Fig. 6: Electrochemical performance of Na || NVP@C full cells with mPG-12@PP and PP separators.
figure 6

a Schematic illustration of Na || NVP@C full cell with mPG-coated separators. b Cycling stability obtained at a current density of 2 C. c Galvanostatic charge-discharge profiles of Na || NVP@C full cells with mPG-12@PP separator at 2 C (1st, 200th, and 500th cycles). d Rate capability measured from 1 to 30 C. e Galvanostatic charge-discharge profiles of Na || NVP@C full cells with mPG-12@PP separator obtained at varying C-rate.

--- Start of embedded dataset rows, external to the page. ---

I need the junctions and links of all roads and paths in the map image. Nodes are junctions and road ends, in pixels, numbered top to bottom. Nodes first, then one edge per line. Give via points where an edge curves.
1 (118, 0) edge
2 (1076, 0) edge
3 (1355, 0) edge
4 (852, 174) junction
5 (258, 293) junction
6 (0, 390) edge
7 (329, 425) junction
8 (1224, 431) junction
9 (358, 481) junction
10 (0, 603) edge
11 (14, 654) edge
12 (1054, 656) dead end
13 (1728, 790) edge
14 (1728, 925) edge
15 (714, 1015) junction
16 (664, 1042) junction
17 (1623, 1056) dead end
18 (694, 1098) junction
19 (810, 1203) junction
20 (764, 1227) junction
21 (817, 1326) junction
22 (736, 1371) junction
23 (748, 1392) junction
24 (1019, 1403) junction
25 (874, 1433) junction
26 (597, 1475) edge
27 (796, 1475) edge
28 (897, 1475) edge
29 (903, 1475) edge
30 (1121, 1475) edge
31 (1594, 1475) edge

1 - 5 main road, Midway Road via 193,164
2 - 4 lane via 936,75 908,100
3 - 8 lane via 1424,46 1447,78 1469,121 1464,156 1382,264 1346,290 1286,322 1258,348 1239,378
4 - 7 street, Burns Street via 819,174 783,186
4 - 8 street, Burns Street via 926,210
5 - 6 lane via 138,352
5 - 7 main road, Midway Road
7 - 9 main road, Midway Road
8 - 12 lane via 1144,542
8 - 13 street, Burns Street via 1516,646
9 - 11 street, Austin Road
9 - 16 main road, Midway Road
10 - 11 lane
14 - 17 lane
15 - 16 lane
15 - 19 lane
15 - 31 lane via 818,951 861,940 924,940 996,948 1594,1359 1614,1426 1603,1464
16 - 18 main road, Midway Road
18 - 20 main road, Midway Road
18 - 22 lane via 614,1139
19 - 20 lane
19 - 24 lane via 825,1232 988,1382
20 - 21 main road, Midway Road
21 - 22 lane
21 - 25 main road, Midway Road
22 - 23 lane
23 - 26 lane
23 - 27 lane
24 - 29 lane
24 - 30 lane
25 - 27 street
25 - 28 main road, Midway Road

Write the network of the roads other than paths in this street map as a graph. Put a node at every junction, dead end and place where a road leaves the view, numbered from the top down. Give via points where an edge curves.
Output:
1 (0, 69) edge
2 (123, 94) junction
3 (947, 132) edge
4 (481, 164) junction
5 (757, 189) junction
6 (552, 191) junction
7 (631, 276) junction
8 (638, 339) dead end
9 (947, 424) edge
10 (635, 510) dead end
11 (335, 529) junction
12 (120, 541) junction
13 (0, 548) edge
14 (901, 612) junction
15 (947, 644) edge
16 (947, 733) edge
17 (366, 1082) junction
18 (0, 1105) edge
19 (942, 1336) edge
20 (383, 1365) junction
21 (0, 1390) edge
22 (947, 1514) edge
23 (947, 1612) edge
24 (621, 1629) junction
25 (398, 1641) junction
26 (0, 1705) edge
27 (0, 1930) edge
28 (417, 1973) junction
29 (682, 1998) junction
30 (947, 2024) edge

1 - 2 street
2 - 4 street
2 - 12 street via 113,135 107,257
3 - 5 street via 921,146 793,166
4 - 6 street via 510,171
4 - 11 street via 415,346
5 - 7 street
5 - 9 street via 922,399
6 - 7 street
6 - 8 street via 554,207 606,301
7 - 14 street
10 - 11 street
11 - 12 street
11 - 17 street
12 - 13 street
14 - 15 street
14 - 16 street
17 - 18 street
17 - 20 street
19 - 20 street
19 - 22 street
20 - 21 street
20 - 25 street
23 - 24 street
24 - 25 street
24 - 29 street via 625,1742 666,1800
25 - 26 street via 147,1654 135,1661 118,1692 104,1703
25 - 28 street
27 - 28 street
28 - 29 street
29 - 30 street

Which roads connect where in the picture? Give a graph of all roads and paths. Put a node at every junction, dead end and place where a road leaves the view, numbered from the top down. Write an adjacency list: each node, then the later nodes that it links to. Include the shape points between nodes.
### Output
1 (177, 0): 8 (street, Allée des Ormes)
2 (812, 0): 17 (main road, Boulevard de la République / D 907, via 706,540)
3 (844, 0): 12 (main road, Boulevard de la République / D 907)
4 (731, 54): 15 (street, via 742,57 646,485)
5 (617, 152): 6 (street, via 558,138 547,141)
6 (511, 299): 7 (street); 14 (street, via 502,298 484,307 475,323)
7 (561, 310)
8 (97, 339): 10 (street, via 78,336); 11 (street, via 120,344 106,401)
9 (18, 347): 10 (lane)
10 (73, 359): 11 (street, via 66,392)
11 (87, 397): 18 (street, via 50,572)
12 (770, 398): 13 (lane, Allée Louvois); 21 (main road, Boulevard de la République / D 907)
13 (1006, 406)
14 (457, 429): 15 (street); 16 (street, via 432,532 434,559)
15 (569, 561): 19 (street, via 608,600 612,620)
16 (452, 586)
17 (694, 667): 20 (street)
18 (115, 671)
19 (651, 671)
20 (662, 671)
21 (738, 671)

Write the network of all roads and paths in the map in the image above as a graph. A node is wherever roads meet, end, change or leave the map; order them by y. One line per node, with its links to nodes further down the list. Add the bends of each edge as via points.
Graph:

The good performance of Na metal anodes is attributed to the reasonable design of s-2D multifunctional mPG heterostructure synergistically coupled the sodiophilic polydopamine surface, s-2D defective graphene and definable mesoporous structure. First, the polydopamine layer features abundant polar groups, e.g., C=O, –OH, and –NH–, endowing it with excellent electrolyte wettability and strong substrate adhesion to facilitate homogeneous Na-ion transport and suppress the growth of Na dendrites at molecular level. Second, s-2D rGO with intrinsic defects, atomic thickness and excellent flexibility, offers a homogeneous Na-ion delivery by this nanoporous buffer layer25,33. Third, the exposed mesoporous structure not only increases the accessible contact area between active polydopamine and electrolyte, but also provides definable Na-ion pathways to regulate local current density and terminate the “tip effect”. Consequently, s-2D mPG heterostructures as multifunctional separator coating substantially realize dendrite-free uniform Na deposition from chemical molecule to physical structure levels.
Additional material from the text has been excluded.